── DATA EXCERPTS
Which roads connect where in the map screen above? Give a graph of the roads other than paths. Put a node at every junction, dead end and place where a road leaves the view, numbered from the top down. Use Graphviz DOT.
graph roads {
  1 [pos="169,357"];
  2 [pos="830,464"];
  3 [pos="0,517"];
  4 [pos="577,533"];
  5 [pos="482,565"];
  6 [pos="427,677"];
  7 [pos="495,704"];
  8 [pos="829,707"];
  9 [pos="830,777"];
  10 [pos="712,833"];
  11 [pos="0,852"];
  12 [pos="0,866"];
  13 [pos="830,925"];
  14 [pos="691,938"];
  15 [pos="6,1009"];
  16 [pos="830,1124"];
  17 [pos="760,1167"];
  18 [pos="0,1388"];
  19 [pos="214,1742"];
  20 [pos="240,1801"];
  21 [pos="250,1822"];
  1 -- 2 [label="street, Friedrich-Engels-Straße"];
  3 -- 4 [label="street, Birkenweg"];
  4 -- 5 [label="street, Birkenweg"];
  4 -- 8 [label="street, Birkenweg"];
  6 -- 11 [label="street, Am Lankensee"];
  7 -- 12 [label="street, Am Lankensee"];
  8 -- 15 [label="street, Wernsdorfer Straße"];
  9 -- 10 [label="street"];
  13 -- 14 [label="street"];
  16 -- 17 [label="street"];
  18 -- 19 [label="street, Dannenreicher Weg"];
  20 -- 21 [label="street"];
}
────
TASK: The complete listing is needed again, with each line reproduced exactly.

RESULT:
Which roads connect where in the map screen above? Give a graph of the roads other than paths. Put a node at every junction, dead end and place where a road leaves the view, numbered from the top down. Use Graphviz DOT.
graph roads {
  1 [pos="169,357"];
  2 [pos="830,464"];
  3 [pos="0,517"];
  4 [pos="577,533"];
  5 [pos="482,565"];
  6 [pos="427,677"];
  7 [pos="495,704"];
  8 [pos="829,707"];
  9 [pos="830,777"];
  10 [pos="712,833"];
  11 [pos="0,852"];
  12 [pos="0,866"];
  13 [pos="830,925"];
  14 [pos="691,938"];
  15 [pos="6,1009"];
  16 [pos="830,1124"];
  17 [pos="760,1167"];
  18 [pos="0,1388"];
  19 [pos="214,1742"];
  20 [pos="240,1801"];
  21 [pos="250,1822"];
  1 -- 2 [label="street, Friedrich-Engels-Straße"];
  3 -- 4 [label="street, Birkenweg"];
  4 -- 5 [label="street, Birkenweg"];
  4 -- 8 [label="street, Birkenweg"];
  6 -- 11 [label="street, Am Lankensee"];
  7 -- 12 [label="street, Am Lankensee"];
  8 -- 15 [label="street, Wernsdorfer Straße"];
  9 -- 10 [label="street"];
  13 -- 14 [label="street"];
  16 -- 17 [label="street"];
  18 -- 19 [label="street, Dannenreicher Weg"];
  20 -- 21 [label="street"];
}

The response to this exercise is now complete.